--- WORKING DATA ---

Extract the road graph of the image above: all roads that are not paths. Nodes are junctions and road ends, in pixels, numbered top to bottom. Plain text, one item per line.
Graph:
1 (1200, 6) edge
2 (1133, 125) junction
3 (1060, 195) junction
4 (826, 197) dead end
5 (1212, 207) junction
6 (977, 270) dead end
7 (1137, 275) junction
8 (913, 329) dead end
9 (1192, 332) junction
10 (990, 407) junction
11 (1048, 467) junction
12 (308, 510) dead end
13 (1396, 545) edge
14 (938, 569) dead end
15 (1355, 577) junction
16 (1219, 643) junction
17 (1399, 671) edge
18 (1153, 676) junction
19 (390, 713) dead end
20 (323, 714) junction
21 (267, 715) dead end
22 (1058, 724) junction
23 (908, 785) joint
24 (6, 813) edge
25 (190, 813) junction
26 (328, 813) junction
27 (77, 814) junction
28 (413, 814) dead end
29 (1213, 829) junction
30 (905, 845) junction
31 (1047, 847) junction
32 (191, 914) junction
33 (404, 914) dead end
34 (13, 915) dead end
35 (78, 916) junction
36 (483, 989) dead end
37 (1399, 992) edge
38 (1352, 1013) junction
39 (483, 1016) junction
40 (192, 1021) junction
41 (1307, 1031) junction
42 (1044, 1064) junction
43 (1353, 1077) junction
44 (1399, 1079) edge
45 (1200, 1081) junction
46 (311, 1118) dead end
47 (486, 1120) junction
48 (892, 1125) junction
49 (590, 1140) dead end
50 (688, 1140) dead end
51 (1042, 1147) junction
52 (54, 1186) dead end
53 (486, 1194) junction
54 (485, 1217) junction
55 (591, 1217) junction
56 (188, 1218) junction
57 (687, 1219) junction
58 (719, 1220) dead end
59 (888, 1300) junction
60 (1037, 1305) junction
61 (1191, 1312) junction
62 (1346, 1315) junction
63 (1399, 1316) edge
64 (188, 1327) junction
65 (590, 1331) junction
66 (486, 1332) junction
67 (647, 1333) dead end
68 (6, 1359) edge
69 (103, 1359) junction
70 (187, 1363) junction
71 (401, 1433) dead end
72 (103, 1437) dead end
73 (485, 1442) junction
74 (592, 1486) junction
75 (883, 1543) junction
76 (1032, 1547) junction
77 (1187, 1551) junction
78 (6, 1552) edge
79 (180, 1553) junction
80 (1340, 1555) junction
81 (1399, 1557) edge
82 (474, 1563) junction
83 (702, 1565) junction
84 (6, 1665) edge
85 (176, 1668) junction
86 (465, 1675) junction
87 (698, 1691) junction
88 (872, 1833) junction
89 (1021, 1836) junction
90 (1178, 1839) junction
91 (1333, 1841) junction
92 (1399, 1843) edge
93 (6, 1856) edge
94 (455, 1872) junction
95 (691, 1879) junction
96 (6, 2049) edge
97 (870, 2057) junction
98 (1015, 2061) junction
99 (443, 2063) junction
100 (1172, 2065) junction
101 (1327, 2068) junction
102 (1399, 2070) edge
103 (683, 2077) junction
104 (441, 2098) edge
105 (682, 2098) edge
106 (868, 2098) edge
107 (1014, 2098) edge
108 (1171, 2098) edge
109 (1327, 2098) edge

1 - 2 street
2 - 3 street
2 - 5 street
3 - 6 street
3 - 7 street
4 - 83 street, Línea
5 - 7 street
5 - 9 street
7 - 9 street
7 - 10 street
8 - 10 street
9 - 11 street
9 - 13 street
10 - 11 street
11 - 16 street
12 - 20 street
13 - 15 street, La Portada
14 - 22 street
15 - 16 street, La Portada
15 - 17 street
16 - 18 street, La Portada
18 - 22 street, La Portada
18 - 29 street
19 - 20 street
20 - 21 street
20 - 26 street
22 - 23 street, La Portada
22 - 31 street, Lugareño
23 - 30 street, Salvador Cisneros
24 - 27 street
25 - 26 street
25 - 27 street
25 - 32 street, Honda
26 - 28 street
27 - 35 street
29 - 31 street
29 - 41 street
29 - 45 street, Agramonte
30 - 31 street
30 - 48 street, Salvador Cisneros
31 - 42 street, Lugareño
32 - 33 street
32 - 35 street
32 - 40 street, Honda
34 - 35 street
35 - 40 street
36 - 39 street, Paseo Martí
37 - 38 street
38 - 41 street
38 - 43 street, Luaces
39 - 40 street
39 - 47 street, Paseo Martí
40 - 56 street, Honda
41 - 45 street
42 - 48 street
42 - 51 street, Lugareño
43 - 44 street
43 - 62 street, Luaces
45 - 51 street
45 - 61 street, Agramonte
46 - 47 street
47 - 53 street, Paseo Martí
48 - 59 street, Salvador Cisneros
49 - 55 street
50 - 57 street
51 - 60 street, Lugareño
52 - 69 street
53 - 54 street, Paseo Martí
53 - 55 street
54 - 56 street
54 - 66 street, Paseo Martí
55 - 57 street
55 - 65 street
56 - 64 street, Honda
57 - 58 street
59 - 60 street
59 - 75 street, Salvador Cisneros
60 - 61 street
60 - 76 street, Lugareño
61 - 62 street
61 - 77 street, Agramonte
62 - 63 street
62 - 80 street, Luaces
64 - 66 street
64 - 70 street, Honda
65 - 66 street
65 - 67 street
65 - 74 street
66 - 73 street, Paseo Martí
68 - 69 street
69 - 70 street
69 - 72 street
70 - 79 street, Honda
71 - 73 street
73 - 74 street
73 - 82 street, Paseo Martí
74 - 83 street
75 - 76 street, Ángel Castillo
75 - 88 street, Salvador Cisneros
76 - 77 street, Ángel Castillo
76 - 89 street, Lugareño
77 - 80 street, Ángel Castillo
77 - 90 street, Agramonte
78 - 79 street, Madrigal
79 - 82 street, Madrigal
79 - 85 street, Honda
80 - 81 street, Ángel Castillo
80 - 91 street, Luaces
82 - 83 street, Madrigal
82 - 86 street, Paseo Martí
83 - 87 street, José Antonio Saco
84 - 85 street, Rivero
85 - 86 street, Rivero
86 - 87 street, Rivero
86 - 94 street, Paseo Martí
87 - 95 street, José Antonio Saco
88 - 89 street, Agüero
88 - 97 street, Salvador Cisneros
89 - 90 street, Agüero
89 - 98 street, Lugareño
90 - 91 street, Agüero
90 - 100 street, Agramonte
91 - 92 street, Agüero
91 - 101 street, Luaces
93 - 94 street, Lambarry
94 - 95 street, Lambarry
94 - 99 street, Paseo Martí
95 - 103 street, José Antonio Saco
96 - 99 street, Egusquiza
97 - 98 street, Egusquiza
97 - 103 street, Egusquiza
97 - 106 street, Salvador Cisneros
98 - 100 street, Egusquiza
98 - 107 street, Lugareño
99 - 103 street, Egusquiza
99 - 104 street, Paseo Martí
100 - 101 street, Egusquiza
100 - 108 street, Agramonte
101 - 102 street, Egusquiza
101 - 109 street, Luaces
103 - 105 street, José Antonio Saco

---

TASK ITEM |
Faithfully transcribe the whole of the data.

TASK RESPONSE |
Extract the road graph of the image above: all roads that are not paths. Nodes are junctions and road ends, in pixels, numbered top to bottom. Plain text, one item per line.
Graph:
1 (1200, 6) edge
2 (1133, 125) junction
3 (1060, 195) junction
4 (826, 197) dead end
5 (1212, 207) junction
6 (977, 270) dead end
7 (1137, 275) junction
8 (913, 329) dead end
9 (1192, 332) junction
10 (990, 407) junction
11 (1048, 467) junction
12 (308, 510) dead end
13 (1396, 545) edge
14 (938, 569) dead end
15 (1355, 577) junction
16 (1219, 643) junction
17 (1399, 671) edge
18 (1153, 676) junction
19 (390, 713) dead end
20 (323, 714) junction
21 (267, 715) dead end
22 (1058, 724) junction
23 (908, 785) joint
24 (6, 813) edge
25 (190, 813) junction
26 (328, 813) junction
27 (77, 814) junction
28 (413, 814) dead end
29 (1213, 829) junction
30 (905, 845) junction
31 (1047, 847) junction
32 (191, 914) junction
33 (404, 914) dead end
34 (13, 915) dead end
35 (78, 916) junction
36 (483, 989) dead end
37 (1399, 992) edge
38 (1352, 1013) junction
39 (483, 1016) junction
40 (192, 1021) junction
41 (1307, 1031) junction
42 (1044, 1064) junction
43 (1353, 1077) junction
44 (1399, 1079) edge
45 (1200, 1081) junction
46 (311, 1118) dead end
47 (486, 1120) junction
48 (892, 1125) junction
49 (590, 1140) dead end
50 (688, 1140) dead end
51 (1042, 1147) junction
52 (54, 1186) dead end
53 (486, 1194) junction
54 (485, 1217) junction
55 (591, 1217) junction
56 (188, 1218) junction
57 (687, 1219) junction
58 (719, 1220) dead end
59 (888, 1300) junction
60 (1037, 1305) junction
61 (1191, 1312) junction
62 (1346, 1315) junction
63 (1399, 1316) edge
64 (188, 1327) junction
65 (590, 1331) junction
66 (486, 1332) junction
67 (647, 1333) dead end
68 (6, 1359) edge
69 (103, 1359) junction
70 (187, 1363) junction
71 (401, 1433) dead end
72 (103, 1437) dead end
73 (485, 1442) junction
74 (592, 1486) junction
75 (883, 1543) junction
76 (1032, 1547) junction
77 (1187, 1551) junction
78 (6, 1552) edge
79 (180, 1553) junction
80 (1340, 1555) junction
81 (1399, 1557) edge
82 (474, 1563) junction
83 (702, 1565) junction
84 (6, 1665) edge
85 (176, 1668) junction
86 (465, 1675) junction
87 (698, 1691) junction
88 (872, 1833) junction
89 (1021, 1836) junction
90 (1178, 1839) junction
91 (1333, 1841) junction
92 (1399, 1843) edge
93 (6, 1856) edge
94 (455, 1872) junction
95 (691, 1879) junction
96 (6, 2049) edge
97 (870, 2057) junction
98 (1015, 2061) junction
99 (443, 2063) junction
100 (1172, 2065) junction
101 (1327, 2068) junction
102 (1399, 2070) edge
103 (683, 2077) junction
104 (441, 2098) edge
105 (682, 2098) edge
106 (868, 2098) edge
107 (1014, 2098) edge
108 (1171, 2098) edge
109 (1327, 2098) edge

1 - 2 street
2 - 3 street
2 - 5 street
3 - 6 street
3 - 7 street
4 - 83 street, Línea
5 - 7 street
5 - 9 street
7 - 9 street
7 - 10 street
8 - 10 street
9 - 11 street
9 - 13 street
10 - 11 street
11 - 16 street
12 - 20 street
13 - 15 street, La Portada
14 - 22 street
15 - 16 street, La Portada
15 - 17 street
16 - 18 street, La Portada
18 - 22 street, La Portada
18 - 29 street
19 - 20 street
20 - 21 street
20 - 26 street
22 - 23 street, La Portada
22 - 31 street, Lugareño
23 - 30 street, Salvador Cisneros
24 - 27 street
25 - 26 street
25 - 27 street
25 - 32 street, Honda
26 - 28 street
27 - 35 street
29 - 31 street
29 - 41 street
29 - 45 street, Agramonte
30 - 31 street
30 - 48 street, Salvador Cisneros
31 - 42 street, Lugareño
32 - 33 street
32 - 35 street
32 - 40 street, Honda
34 - 35 street
35 - 40 street
36 - 39 street, Paseo Martí
37 - 38 street
38 - 41 street
38 - 43 street, Luaces
39 - 40 street
39 - 47 street, Paseo Martí
40 - 56 street, Honda
41 - 45 street
42 - 48 street
42 - 51 street, Lugareño
43 - 44 street
43 - 62 street, Luaces
45 - 51 street
45 - 61 street, Agramonte
46 - 47 street
47 - 53 street, Paseo Martí
48 - 59 street, Salvador Cisneros
49 - 55 street
50 - 57 street
51 - 60 street, Lugareño
52 - 69 street
53 - 54 street, Paseo Martí
53 - 55 street
54 - 56 street
54 - 66 street, Paseo Martí
55 - 57 street
55 - 65 street
56 - 64 street, Honda
57 - 58 street
59 - 60 street
59 - 75 street, Salvador Cisneros
60 - 61 street
60 - 76 street, Lugareño
61 - 62 street
61 - 77 street, Agramonte
62 - 63 street
62 - 80 street, Luaces
64 - 66 street
64 - 70 street, Honda
65 - 66 street
65 - 67 street
65 - 74 street
66 - 73 street, Paseo Martí
68 - 69 street
69 - 70 street
69 - 72 street
70 - 79 street, Honda
71 - 73 street
73 - 74 street
73 - 82 street, Paseo Martí
74 - 83 street
75 - 76 street, Ángel Castillo
75 - 88 street, Salvador Cisneros
76 - 77 street, Ángel Castillo
76 - 89 street, Lugareño
77 - 80 street, Ángel Castillo
77 - 90 street, Agramonte
78 - 79 street, Madrigal
79 - 82 street, Madrigal
79 - 85 street, Honda
80 - 81 street, Ángel Castillo
80 - 91 street, Luaces
82 - 83 street, Madrigal
82 - 86 street, Paseo Martí
83 - 87 street, José Antonio Saco
84 - 85 street, Rivero
85 - 86 street, Rivero
86 - 87 street, Rivero
86 - 94 street, Paseo Martí
87 - 95 street, José Antonio Saco
88 - 89 street, Agüero
88 - 97 street, Salvador Cisneros
89 - 90 street, Agüero
89 - 98 street, Lugareño
90 - 91 street, Agüero
90 - 100 street, Agramonte
91 - 92 street, Agüero
91 - 101 street, Luaces
93 - 94 street, Lambarry
94 - 95 street, Lambarry
94 - 99 street, Paseo Martí
95 - 103 street, José Antonio Saco
96 - 99 street, Egusquiza
97 - 98 street, Egusquiza
97 - 103 street, Egusquiza
97 - 106 street, Salvador Cisneros
98 - 100 street, Egusquiza
98 - 107 street, Lugareño
99 - 103 street, Egusquiza
99 - 104 street, Paseo Martí
100 - 101 street, Egusquiza
100 - 108 street, Agramonte
101 - 102 street, Egusquiza
101 - 109 street, Luaces
103 - 105 street, José Antonio Saco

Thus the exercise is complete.